Disrupted Genome Methylation in Response to High Temperature Has Distinct Affects on Microspore Abortion and Anther Indehiscence.

High-temperature (HT) stress induces male sterility, leading to yield reductions in crops. DNA methylation regulates a range of processes involved in plant development and stress responses, but its role in male sterility under HT remains unknown. Here, we investigated DNA methylation levels in cotton () anthers under HT and normal temperature (NT) conditions by performing whole-genome bisulfite sequencing to investigate the regulatory roles of DNA methylation in male fertility under HT. Global disruption of DNA methylation, especially CHH methylation (where H = A, C, or T), was detected in an HT-sensitive line.
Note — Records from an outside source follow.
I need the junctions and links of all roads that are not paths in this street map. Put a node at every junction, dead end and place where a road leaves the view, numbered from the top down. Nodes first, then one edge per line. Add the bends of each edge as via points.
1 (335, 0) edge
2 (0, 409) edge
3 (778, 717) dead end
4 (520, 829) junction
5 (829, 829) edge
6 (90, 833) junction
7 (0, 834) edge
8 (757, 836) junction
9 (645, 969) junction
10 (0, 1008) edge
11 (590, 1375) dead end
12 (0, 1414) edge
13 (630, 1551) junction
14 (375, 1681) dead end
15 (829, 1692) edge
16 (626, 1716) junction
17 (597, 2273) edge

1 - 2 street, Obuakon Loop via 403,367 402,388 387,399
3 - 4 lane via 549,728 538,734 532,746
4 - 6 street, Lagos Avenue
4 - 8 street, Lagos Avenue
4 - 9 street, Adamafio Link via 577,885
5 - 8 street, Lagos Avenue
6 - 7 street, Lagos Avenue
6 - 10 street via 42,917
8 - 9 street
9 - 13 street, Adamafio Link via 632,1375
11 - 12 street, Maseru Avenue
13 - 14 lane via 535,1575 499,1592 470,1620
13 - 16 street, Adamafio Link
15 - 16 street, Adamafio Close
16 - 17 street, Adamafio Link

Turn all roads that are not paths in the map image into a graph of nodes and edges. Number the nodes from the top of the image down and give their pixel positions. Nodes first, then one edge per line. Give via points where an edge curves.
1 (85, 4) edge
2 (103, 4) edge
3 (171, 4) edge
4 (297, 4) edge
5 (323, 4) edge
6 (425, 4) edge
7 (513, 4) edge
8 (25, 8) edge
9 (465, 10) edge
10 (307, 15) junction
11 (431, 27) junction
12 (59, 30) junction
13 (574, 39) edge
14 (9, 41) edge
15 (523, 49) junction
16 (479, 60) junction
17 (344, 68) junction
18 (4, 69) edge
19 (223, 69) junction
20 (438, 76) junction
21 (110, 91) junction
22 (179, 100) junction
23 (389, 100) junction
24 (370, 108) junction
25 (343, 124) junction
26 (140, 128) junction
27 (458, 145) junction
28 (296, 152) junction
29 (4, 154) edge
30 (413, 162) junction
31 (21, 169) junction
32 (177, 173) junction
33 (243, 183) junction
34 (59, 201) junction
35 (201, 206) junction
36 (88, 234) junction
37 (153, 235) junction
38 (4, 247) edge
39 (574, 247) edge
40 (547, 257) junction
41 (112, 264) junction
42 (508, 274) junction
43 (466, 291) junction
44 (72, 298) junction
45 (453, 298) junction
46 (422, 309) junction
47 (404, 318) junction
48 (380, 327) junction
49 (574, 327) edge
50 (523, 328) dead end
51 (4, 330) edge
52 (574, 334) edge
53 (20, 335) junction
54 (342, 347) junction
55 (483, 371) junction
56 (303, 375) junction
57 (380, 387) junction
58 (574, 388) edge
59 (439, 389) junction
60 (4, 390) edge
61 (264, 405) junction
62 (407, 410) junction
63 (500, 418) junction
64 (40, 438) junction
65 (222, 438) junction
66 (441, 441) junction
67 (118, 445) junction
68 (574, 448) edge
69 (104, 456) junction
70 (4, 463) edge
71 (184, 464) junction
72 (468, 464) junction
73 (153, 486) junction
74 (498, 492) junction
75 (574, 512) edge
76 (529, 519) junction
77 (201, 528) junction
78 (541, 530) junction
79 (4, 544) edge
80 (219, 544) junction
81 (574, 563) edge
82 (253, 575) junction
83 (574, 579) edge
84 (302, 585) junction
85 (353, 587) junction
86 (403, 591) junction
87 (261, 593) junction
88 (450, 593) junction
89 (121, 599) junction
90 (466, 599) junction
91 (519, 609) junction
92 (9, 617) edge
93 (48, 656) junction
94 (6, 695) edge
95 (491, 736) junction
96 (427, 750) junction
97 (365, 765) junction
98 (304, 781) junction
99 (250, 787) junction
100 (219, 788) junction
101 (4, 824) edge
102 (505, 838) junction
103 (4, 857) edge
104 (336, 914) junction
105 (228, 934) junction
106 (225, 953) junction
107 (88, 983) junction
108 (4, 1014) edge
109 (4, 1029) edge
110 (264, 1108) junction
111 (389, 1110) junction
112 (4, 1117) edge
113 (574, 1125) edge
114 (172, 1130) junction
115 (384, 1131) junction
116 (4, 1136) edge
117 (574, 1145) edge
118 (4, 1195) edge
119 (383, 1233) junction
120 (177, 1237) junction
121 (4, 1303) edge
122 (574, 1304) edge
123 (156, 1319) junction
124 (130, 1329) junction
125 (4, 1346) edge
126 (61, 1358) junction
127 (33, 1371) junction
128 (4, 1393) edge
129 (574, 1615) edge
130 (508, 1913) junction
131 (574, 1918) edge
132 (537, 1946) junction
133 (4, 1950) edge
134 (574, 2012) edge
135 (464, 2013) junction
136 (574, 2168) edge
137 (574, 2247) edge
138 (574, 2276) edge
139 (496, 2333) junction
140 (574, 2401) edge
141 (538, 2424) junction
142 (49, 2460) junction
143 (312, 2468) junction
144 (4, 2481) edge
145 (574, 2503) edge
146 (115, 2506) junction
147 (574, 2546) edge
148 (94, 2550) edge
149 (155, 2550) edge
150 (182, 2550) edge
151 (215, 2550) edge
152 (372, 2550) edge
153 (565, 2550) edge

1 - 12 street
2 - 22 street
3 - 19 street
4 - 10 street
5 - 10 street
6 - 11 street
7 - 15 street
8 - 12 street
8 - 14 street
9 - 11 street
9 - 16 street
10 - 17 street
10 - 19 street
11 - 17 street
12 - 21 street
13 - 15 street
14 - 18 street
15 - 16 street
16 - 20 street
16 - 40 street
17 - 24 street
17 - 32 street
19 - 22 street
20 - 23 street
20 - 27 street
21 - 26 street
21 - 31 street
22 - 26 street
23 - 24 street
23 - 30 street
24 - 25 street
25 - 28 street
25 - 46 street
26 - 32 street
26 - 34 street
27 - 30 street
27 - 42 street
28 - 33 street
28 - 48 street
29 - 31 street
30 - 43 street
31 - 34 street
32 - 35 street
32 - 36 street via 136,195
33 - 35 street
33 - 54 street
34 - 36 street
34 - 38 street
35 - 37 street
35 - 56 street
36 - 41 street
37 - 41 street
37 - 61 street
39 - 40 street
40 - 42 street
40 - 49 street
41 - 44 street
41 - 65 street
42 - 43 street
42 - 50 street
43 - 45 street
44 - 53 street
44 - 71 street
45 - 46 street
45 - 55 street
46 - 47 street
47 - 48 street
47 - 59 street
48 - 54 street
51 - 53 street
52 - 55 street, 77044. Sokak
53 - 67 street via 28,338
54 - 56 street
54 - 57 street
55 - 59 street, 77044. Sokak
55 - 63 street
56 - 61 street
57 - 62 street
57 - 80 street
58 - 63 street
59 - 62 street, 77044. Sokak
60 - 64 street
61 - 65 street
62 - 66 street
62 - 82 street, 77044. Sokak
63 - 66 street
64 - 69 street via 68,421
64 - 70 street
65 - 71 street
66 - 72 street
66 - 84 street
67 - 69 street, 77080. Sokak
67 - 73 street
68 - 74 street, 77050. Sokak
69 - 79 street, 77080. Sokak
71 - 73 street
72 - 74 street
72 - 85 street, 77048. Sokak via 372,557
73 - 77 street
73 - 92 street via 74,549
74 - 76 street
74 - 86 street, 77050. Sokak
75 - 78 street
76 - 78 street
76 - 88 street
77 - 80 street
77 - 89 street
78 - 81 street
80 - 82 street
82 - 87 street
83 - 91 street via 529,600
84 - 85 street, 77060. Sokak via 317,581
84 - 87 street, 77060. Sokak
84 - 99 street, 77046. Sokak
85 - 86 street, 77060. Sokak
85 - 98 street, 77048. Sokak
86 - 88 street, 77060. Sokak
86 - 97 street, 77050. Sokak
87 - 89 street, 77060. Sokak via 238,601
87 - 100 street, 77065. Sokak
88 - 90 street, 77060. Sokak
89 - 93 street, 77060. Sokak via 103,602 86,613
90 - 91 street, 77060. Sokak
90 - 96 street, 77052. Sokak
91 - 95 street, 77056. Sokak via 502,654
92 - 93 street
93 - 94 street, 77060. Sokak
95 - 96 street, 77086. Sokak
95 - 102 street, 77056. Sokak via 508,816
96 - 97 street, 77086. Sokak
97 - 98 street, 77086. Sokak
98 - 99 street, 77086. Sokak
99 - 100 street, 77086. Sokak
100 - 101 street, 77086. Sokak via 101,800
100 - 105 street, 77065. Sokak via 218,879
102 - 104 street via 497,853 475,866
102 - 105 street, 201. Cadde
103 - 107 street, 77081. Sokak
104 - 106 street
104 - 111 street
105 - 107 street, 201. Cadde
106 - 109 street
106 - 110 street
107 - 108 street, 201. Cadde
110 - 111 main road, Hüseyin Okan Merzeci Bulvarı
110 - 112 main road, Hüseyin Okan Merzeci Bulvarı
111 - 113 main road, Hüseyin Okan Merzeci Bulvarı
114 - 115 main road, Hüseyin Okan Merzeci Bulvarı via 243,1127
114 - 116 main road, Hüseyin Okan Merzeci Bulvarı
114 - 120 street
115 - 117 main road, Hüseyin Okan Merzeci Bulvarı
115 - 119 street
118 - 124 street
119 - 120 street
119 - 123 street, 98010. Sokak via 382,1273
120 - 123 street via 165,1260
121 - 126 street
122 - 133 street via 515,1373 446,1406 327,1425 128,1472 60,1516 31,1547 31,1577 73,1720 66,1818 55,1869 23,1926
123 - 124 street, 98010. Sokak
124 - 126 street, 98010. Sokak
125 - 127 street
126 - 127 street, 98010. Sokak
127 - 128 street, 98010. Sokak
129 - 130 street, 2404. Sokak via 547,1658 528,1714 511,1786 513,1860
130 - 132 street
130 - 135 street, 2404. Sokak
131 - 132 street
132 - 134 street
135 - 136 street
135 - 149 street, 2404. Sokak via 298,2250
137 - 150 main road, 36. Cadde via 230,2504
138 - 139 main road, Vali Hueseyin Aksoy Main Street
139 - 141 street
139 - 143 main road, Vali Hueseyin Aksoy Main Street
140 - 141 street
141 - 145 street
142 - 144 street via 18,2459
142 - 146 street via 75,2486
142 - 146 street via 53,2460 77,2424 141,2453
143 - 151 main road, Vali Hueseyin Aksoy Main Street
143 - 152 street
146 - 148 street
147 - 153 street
Changes in the levels of 24-nucleotide small-interfering RNAs were significantly associated with DNA methylation levels. Experimental suppression of DNA methylation led to pollen sterility in the HT-sensitive line under NT conditions but did not affect the normal dehiscence of anther walls. Further transcriptome analysis showed that the expression of genes in sugar and reactive oxygen species (ROS) metabolic pathways were significantly modulated in anthers under HT, but auxin biosynthesis and signaling pathways were only slightly altered, indicating that HT disturbs sugar and ROS metabolism via disrupting DNA methylation, leading to microspore sterility. This study opens up a pathway for creating HT-tolerant cultivars using epigenetic techniques.